YOUR TASK:
Each entry below is to be printed verbatim.

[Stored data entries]
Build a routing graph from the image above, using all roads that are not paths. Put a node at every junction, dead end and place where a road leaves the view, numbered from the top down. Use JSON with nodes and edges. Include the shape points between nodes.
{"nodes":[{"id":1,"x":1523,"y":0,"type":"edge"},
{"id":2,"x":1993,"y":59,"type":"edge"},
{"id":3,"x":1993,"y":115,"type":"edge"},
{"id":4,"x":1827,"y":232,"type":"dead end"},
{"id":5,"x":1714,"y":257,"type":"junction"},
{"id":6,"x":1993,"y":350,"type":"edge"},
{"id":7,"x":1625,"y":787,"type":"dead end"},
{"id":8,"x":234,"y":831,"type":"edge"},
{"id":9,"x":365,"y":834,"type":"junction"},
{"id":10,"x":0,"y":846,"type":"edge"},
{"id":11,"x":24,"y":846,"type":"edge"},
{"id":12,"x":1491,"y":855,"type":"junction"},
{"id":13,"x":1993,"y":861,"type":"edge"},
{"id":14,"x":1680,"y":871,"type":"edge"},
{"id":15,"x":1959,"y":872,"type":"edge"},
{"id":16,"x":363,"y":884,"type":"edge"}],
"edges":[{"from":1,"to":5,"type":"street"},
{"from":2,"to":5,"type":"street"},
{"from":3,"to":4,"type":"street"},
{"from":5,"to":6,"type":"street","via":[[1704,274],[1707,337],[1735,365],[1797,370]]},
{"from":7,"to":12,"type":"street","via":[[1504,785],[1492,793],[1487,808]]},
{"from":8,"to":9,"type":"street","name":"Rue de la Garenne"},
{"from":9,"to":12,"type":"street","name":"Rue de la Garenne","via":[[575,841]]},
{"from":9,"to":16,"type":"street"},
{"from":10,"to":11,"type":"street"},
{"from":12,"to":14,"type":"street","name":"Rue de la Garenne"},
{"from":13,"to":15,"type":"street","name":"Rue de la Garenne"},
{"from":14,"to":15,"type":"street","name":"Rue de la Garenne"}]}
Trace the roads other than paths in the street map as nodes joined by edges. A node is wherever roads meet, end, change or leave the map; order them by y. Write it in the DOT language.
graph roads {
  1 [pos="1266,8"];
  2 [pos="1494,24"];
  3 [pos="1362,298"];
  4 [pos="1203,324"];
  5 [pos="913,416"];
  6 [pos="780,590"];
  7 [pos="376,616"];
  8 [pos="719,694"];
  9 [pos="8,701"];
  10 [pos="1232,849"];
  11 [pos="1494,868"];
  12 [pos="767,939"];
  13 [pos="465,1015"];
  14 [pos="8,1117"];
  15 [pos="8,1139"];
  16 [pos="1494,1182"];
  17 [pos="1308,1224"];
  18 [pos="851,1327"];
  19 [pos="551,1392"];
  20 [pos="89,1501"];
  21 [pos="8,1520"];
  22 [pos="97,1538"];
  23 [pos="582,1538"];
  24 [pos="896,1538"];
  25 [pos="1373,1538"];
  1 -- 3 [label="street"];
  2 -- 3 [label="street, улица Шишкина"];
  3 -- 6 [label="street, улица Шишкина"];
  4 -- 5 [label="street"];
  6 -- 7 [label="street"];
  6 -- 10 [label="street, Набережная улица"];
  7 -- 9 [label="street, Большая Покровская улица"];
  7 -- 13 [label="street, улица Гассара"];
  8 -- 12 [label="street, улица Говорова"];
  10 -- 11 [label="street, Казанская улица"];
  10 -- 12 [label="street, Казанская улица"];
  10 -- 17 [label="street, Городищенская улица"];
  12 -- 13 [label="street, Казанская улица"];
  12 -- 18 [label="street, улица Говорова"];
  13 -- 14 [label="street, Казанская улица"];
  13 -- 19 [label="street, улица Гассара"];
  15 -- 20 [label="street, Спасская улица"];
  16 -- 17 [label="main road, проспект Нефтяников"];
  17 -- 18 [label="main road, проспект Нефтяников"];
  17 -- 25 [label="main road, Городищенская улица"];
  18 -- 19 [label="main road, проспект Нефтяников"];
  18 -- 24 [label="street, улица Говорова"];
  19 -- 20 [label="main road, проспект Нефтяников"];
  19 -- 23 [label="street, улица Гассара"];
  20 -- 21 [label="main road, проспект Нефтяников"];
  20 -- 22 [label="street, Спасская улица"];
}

TASK ANSWER:
Build a routing graph from the image above, using all roads that are not paths. Put a node at every junction, dead end and place where a road leaves the view, numbered from the top down. Use JSON with nodes and edges. Include the shape points between nodes.
{"nodes":[{"id":1,"x":1523,"y":0,"type":"edge"},
{"id":2,"x":1993,"y":59,"type":"edge"},
{"id":3,"x":1993,"y":115,"type":"edge"},
{"id":4,"x":1827,"y":232,"type":"dead end"},
{"id":5,"x":1714,"y":257,"type":"junction"},
{"id":6,"x":1993,"y":350,"type":"edge"},
{"id":7,"x":1625,"y":787,"type":"dead end"},
{"id":8,"x":234,"y":831,"type":"edge"},
{"id":9,"x":365,"y":834,"type":"junction"},
{"id":10,"x":0,"y":846,"type":"edge"},
{"id":11,"x":24,"y":846,"type":"edge"},
{"id":12,"x":1491,"y":855,"type":"junction"},
{"id":13,"x":1993,"y":861,"type":"edge"},
{"id":14,"x":1680,"y":871,"type":"edge"},
{"id":15,"x":1959,"y":872,"type":"edge"},
{"id":16,"x":363,"y":884,"type":"edge"}],
"edges":[{"from":1,"to":5,"type":"street"},
{"from":2,"to":5,"type":"street"},
{"from":3,"to":4,"type":"street"},
{"from":5,"to":6,"type":"street","via":[[1704,274],[1707,337],[1735,365],[1797,370]]},
{"from":7,"to":12,"type":"street","via":[[1504,785],[1492,793],[1487,808]]},
{"from":8,"to":9,"type":"street","name":"Rue de la Garenne"},
{"from":9,"to":12,"type":"street","name":"Rue de la Garenne","via":[[575,841]]},
{"from":9,"to":16,"type":"street"},
{"from":10,"to":11,"type":"street"},
{"from":12,"to":14,"type":"street","name":"Rue de la Garenne"},
{"from":13,"to":15,"type":"street","name":"Rue de la Garenne"},
{"from":14,"to":15,"type":"street","name":"Rue de la Garenne"}]}
Trace the roads other than paths in the street map as nodes joined by edges. A node is wherever roads meet, end, change or leave the map; order them by y. Write it in the DOT language.
graph roads {
  1 [pos="1266,8"];
  2 [pos="1494,24"];
  3 [pos="1362,298"];
  4 [pos="1203,324"];
  5 [pos="913,416"];
  6 [pos="780,590"];
  7 [pos="376,616"];
  8 [pos="719,694"];
  9 [pos="8,701"];
  10 [pos="1232,849"];
  11 [pos="1494,868"];
  12 [pos="767,939"];
  13 [pos="465,1015"];
  14 [pos="8,1117"];
  15 [pos="8,1139"];
  16 [pos="1494,1182"];
  17 [pos="1308,1224"];
  18 [pos="851,1327"];
  19 [pos="551,1392"];
  20 [pos="89,1501"];
  21 [pos="8,1520"];
  22 [pos="97,1538"];
  23 [pos="582,1538"];
  24 [pos="896,1538"];
  25 [pos="1373,1538"];
  1 -- 3 [label="street"];
  2 -- 3 [label="street, улица Шишкина"];
  3 -- 6 [label="street, улица Шишкина"];
  4 -- 5 [label="street"];
  6 -- 7 [label="street"];
  6 -- 10 [label="street, Набережная улица"];
  7 -- 9 [label="street, Большая Покровская улица"];
  7 -- 13 [label="street, улица Гассара"];
  8 -- 12 [label="street, улица Говорова"];
  10 -- 11 [label="street, Казанская улица"];
  10 -- 12 [label="street, Казанская улица"];
  10 -- 17 [label="street, Городищенская улица"];
  12 -- 13 [label="street, Казанская улица"];
  12 -- 18 [label="street, улица Говорова"];
  13 -- 14 [label="street, Казанская улица"];
  13 -- 19 [label="street, улица Гассара"];
  15 -- 20 [label="street, Спасская улица"];
  16 -- 17 [label="main road, проспект Нефтяников"];
  17 -- 18 [label="main road, проспект Нефтяников"];
  17 -- 25 [label="main road, Городищенская улица"];
  18 -- 19 [label="main road, проспект Нефтяников"];
  18 -- 24 [label="street, улица Говорова"];
  19 -- 20 [label="main road, проспект Нефтяников"];
  19 -- 23 [label="street, улица Гассара"];
  20 -- 21 [label="main road, проспект Нефтяников"];
  20 -- 22 [label="street, Спасская улица"];
}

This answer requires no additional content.